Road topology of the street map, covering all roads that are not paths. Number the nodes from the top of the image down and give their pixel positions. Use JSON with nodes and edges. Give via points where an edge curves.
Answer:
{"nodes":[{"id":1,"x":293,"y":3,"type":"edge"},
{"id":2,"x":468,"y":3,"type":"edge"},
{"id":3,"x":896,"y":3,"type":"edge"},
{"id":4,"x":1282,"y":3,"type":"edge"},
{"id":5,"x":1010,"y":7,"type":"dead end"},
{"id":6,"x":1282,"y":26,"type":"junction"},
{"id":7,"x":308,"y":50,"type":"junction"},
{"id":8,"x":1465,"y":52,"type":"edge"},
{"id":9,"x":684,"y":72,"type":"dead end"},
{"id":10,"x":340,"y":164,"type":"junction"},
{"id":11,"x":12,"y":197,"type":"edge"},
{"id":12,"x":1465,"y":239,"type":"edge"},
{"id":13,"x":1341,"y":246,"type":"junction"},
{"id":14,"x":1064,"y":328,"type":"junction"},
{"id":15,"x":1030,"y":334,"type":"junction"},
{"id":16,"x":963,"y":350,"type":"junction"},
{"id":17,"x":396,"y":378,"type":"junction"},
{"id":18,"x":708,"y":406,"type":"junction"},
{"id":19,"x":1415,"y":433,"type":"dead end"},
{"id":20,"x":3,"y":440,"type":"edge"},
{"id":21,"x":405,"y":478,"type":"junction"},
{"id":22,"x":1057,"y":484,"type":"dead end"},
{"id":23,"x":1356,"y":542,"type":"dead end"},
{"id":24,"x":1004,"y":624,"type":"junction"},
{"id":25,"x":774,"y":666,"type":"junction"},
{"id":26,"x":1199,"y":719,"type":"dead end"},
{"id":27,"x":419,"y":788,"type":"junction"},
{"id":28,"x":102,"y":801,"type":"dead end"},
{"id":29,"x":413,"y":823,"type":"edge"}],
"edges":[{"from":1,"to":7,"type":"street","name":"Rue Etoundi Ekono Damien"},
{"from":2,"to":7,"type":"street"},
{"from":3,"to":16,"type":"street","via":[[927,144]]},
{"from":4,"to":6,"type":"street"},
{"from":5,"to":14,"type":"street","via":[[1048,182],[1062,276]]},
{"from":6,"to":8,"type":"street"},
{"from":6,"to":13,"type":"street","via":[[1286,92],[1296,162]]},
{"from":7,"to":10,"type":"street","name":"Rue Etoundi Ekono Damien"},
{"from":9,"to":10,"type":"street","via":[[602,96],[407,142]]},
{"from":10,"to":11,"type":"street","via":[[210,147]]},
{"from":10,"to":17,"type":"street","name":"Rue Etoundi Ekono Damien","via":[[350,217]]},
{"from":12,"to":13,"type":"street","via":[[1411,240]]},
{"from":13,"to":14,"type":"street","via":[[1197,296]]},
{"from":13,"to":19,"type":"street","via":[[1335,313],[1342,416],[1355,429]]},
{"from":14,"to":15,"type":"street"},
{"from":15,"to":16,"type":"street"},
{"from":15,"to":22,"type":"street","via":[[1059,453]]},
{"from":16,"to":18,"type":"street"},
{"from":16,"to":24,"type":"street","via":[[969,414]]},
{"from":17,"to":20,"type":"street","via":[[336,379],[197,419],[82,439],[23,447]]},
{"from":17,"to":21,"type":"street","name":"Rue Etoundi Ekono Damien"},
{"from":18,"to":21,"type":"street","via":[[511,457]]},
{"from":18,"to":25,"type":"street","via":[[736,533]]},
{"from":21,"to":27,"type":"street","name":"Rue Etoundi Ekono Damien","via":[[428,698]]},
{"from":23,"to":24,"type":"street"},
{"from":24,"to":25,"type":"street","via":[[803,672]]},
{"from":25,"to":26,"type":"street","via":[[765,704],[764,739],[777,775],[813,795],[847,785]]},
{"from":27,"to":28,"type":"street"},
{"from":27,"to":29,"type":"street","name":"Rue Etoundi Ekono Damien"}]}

————————

**DIRECTIONS**: Report, with no additional words, how many lines in the records above contain the word "Etoundi".

**OUTPUT BELOW**: 6